● What is required
Your output should be the complete listing, word for word, with no pictures in it.
++++ Task input ++++
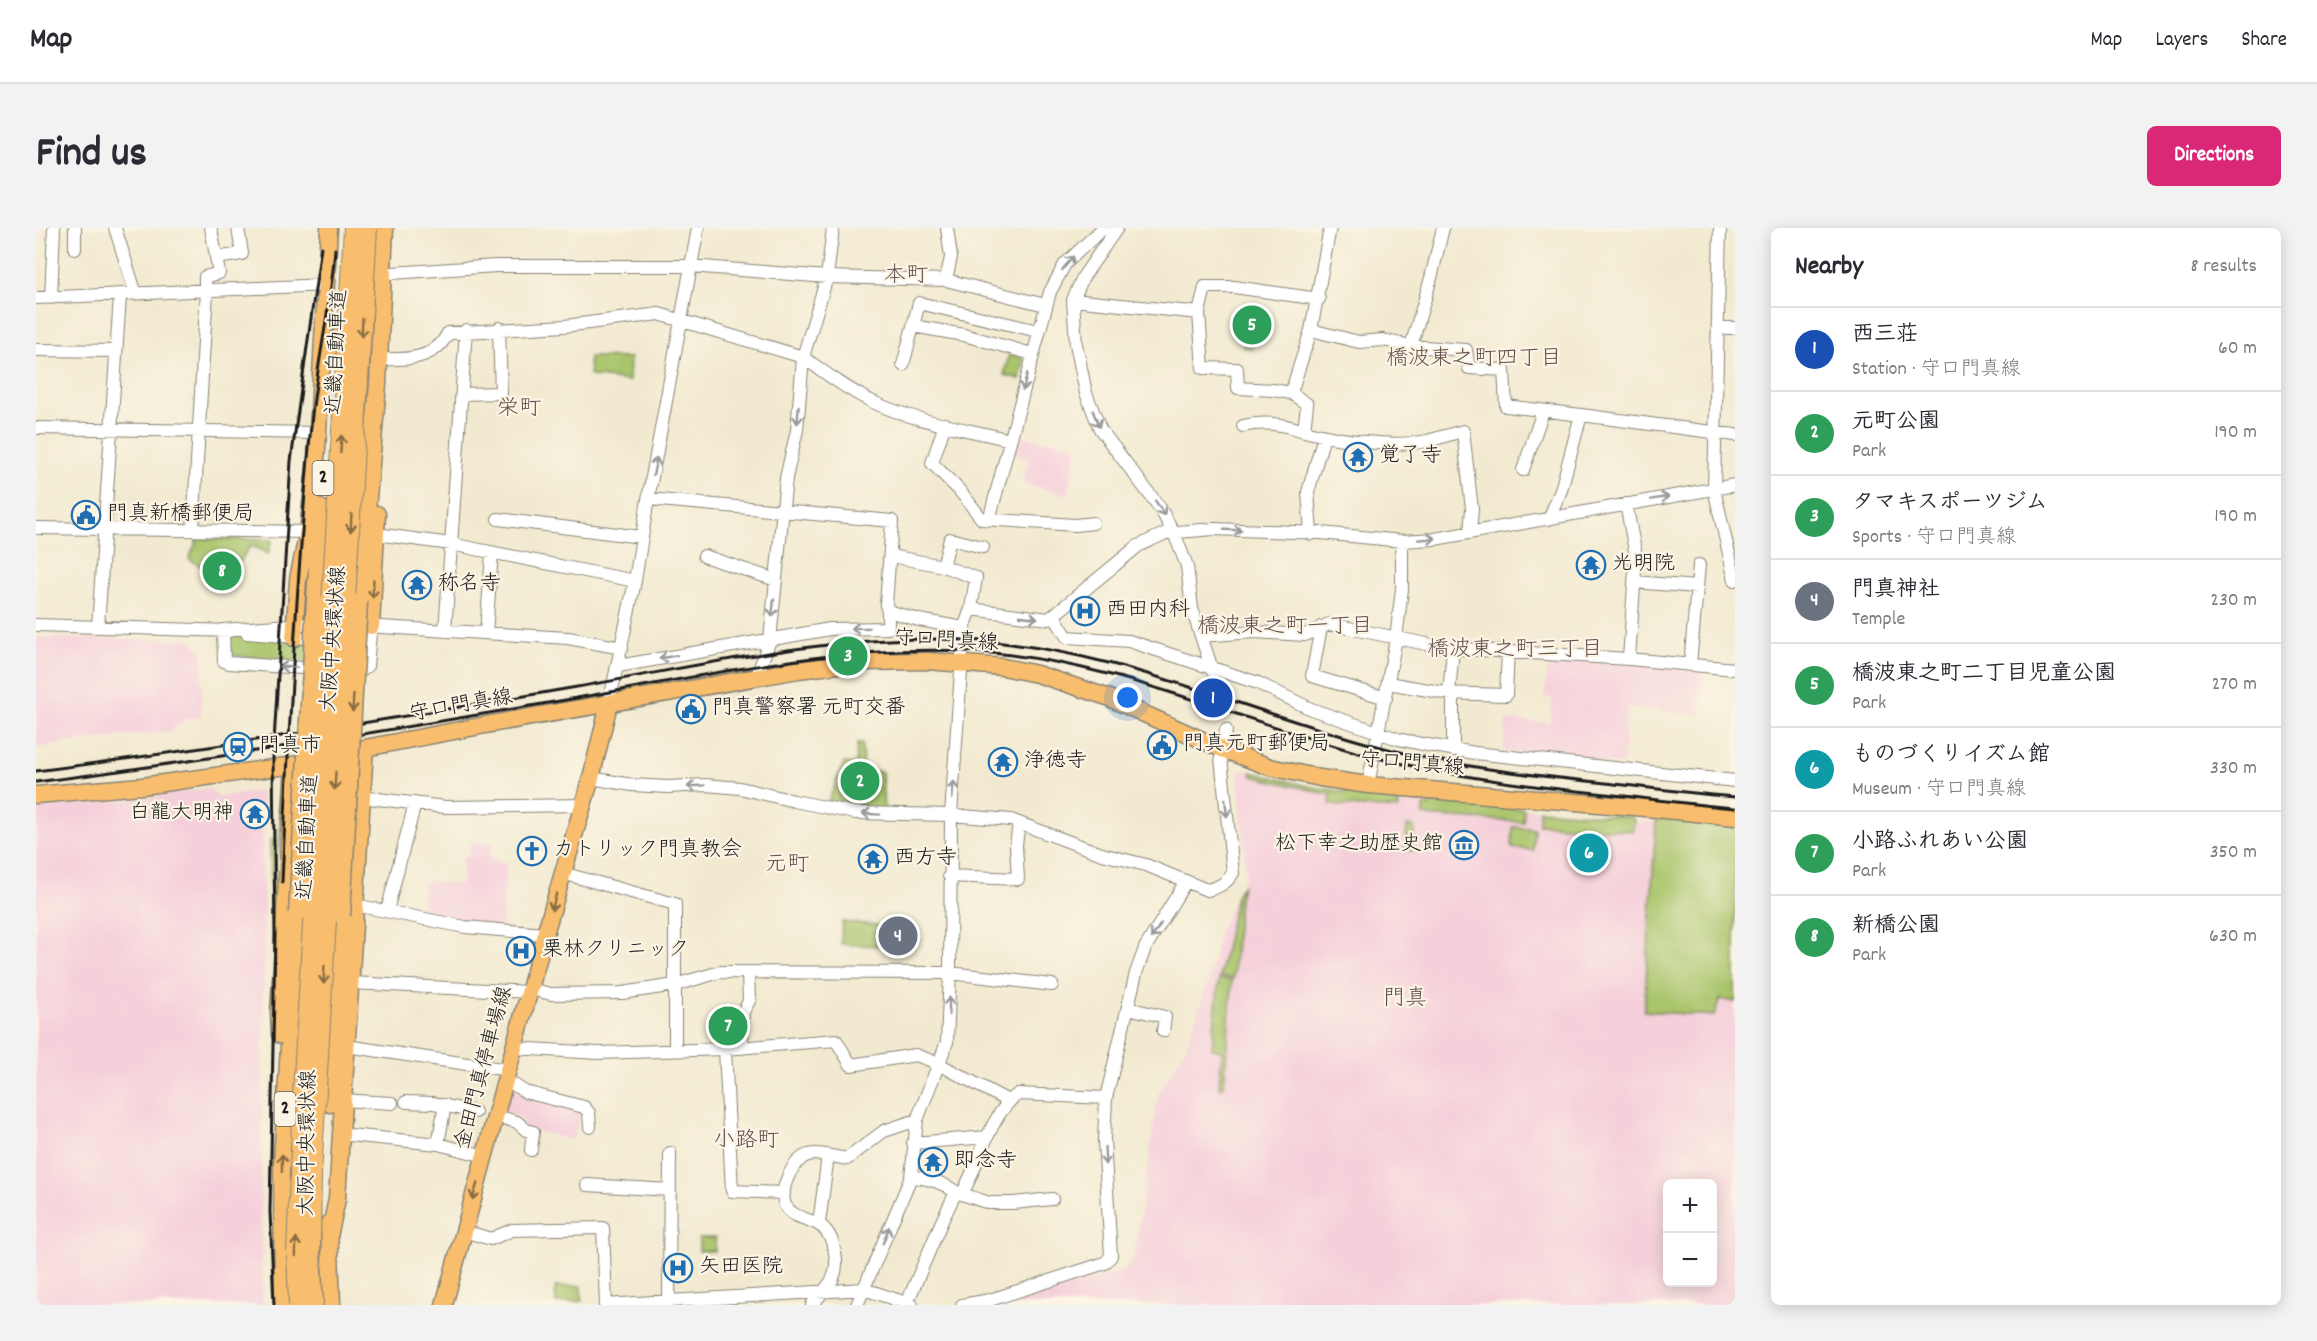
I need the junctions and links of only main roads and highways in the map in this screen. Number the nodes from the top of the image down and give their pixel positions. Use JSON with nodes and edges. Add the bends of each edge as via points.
{"nodes":[{"id":1,"x":329,"y":228,"type":"edge"},
{"id":2,"x":338,"y":228,"type":"edge"},
{"id":3,"x":353,"y":228,"type":"edge"},
{"id":4,"x":361,"y":228,"type":"edge"},
{"id":5,"x":368,"y":228,"type":"edge"},
{"id":6,"x":376,"y":228,"type":"edge"},
{"id":7,"x":385,"y":228,"type":"edge"},
{"id":8,"x":395,"y":228,"type":"edge"},
{"id":9,"x":378,"y":337,"type":"junction"},
{"id":10,"x":333,"y":357,"type":"junction"},
{"id":11,"x":331,"y":374,"type":"junction"},
{"id":12,"x":378,"y":384,"type":"junction"},
{"id":13,"x":317,"y":436,"type":"junction"},
{"id":14,"x":321,"y":515,"type":"junction"},
{"id":15,"x":294,"y":631,"type":"road end"},
{"id":16,"x":370,"y":634,"type":"road end"},
{"id":17,"x":609,"y":704,"type":"junction"},
{"id":18,"x":364,"y":748,"type":"junction"},
{"id":19,"x":294,"y":765,"type":"junction"},
{"id":20,"x":36,"y":795,"type":"edge"},
{"id":21,"x":1735,"y":817,"type":"edge"},
{"id":22,"x":283,"y":1138,"type":"junction"},
{"id":23,"x":330,"y":1232,"type":"junction"},
{"id":24,"x":283,"y":1305,"type":"edge"},
{"id":25,"x":298,"y":1305,"type":"edge"},
{"id":26,"x":314,"y":1305,"type":"edge"},
{"id":27,"x":332,"y":1305,"type":"edge"},
{"id":28,"x":444,"y":1305,"type":"edge"}],
"edges":[{"from":1,"to":13,"type":"main road","number":"2"},
{"from":2,"to":10,"type":"main road","name":"大阪中央環状線","number":"2"},
{"from":25,"to":3,"type":"highway","name":"近畿自動車道","one_way":true,"bridge":true,"via":[[296,1242],[302,1082]]},
{"from":4,"to":10,"type":"main road","via":[[355,300]]},
{"from":5,"to":26,"type":"highway","name":"近畿自動車道","one_way":true,"bridge":true,"via":[[312,1174]]},
{"from":6,"to":9,"type":"main road","via":[[374,289]]},
{"from":7,"to":9,"type":"main road","name":"大阪中央環状線"},
{"from":8,"to":9,"type":"main road","via":[[389,300]]},
{"from":9,"to":12,"type":"main road","name":"大阪中央環状線"},
{"from":10,"to":11,"type":"main road","name":"大阪中央環状線","number":"2"},
{"from":11,"to":13,"type":"main road"},
{"from":11,"to":14,"type":"main road","name":"大阪中央環状線","number":"2"},
{"from":12,"to":16,"type":"main road","one_way":true,"via":[[382,437]]},
{"from":12,"to":23,"type":"main road","name":"大阪中央環状線","one_way":true,"bridge":true,"via":[[359,602],[328,1133]]},
{"from":13,"to":14,"type":"main road","number":"2"},
{"from":13,"to":15,"type":"main road"},
{"from":14,"to":22,"type":"main road","name":"大阪中央環状線","number":"2","bridge":true},
{"from":17,"to":18,"type":"main road","name":"守口門真線"},
{"from":17,"to":21,"type":"main road","name":"守口門真線","via":[[863,662],[963,662],[1037,674],[1073,685],[1222,749],[1320,778]]},
{"from":17,"to":28,"type":"main road","name":"金田門真停車場線","one_way":true},
{"from":18,"to":19,"type":"main road","name":"守口門真線"},
{"from":18,"to":23,"type":"main road","via":[[337,1199]]},
{"from":19,"to":20,"type":"main road","name":"守口門真線","via":[[142,786]]},
{"from":19,"to":22,"type":"main road","via":[[279,1012]]},
{"from":24,"to":22,"type":"main road","name":"大阪中央環状線","number":"2","one_way":true},
{"from":23,"to":27,"type":"main road","name":"大阪中央環状線"}]}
++++
● Result of the task
I need the junctions and links of only main roads and highways in the map in this screen. Number the nodes from the top of the image down and give their pixel positions. Use JSON with nodes and edges. Add the bends of each edge as via points.
{"nodes":[{"id":1,"x":329,"y":228,"type":"edge"},
{"id":2,"x":338,"y":228,"type":"edge"},
{"id":3,"x":353,"y":228,"type":"edge"},
{"id":4,"x":361,"y":228,"type":"edge"},
{"id":5,"x":368,"y":228,"type":"edge"},
{"id":6,"x":376,"y":228,"type":"edge"},
{"id":7,"x":385,"y":228,"type":"edge"},
{"id":8,"x":395,"y":228,"type":"edge"},
{"id":9,"x":378,"y":337,"type":"junction"},
{"id":10,"x":333,"y":357,"type":"junction"},
{"id":11,"x":331,"y":374,"type":"junction"},
{"id":12,"x":378,"y":384,"type":"junction"},
{"id":13,"x":317,"y":436,"type":"junction"},
{"id":14,"x":321,"y":515,"type":"junction"},
{"id":15,"x":294,"y":631,"type":"road end"},
{"id":16,"x":370,"y":634,"type":"road end"},
{"id":17,"x":609,"y":704,"type":"junction"},
{"id":18,"x":364,"y":748,"type":"junction"},
{"id":19,"x":294,"y":765,"type":"junction"},
{"id":20,"x":36,"y":795,"type":"edge"},
{"id":21,"x":1735,"y":817,"type":"edge"},
{"id":22,"x":283,"y":1138,"type":"junction"},
{"id":23,"x":330,"y":1232,"type":"junction"},
{"id":24,"x":283,"y":1305,"type":"edge"},
{"id":25,"x":298,"y":1305,"type":"edge"},
{"id":26,"x":314,"y":1305,"type":"edge"},
{"id":27,"x":332,"y":1305,"type":"edge"},
{"id":28,"x":444,"y":1305,"type":"edge"}],
"edges":[{"from":1,"to":13,"type":"main road","number":"2"},
{"from":2,"to":10,"type":"main road","name":"大阪中央環状線","number":"2"},
{"from":25,"to":3,"type":"highway","name":"近畿自動車道","one_way":true,"bridge":true,"via":[[296,1242],[302,1082]]},
{"from":4,"to":10,"type":"main road","via":[[355,300]]},
{"from":5,"to":26,"type":"highway","name":"近畿自動車道","one_way":true,"bridge":true,"via":[[312,1174]]},
{"from":6,"to":9,"type":"main road","via":[[374,289]]},
{"from":7,"to":9,"type":"main road","name":"大阪中央環状線"},
{"from":8,"to":9,"type":"main road","via":[[389,300]]},
{"from":9,"to":12,"type":"main road","name":"大阪中央環状線"},
{"from":10,"to":11,"type":"main road","name":"大阪中央環状線","number":"2"},
{"from":11,"to":13,"type":"main road"},
{"from":11,"to":14,"type":"main road","name":"大阪中央環状線","number":"2"},
{"from":12,"to":16,"type":"main road","one_way":true,"via":[[382,437]]},
{"from":12,"to":23,"type":"main road","name":"大阪中央環状線","one_way":true,"bridge":true,"via":[[359,602],[328,1133]]},
{"from":13,"to":14,"type":"main road","number":"2"},
{"from":13,"to":15,"type":"main road"},
{"from":14,"to":22,"type":"main road","name":"大阪中央環状線","number":"2","bridge":true},
{"from":17,"to":18,"type":"main road","name":"守口門真線"},
{"from":17,"to":21,"type":"main road","name":"守口門真線","via":[[863,662],[963,662],[1037,674],[1073,685],[1222,749],[1320,778]]},
{"from":17,"to":28,"type":"main road","name":"金田門真停車場線","one_way":true},
{"from":18,"to":19,"type":"main road","name":"守口門真線"},
{"from":18,"to":23,"type":"main road","via":[[337,1199]]},
{"from":19,"to":20,"type":"main road","name":"守口門真線","via":[[142,786]]},
{"from":19,"to":22,"type":"main road","via":[[279,1012]]},
{"from":24,"to":22,"type":"main road","name":"大阪中央環状線","number":"2","one_way":true},
{"from":23,"to":27,"type":"main road","name":"大阪中央環状線"}]}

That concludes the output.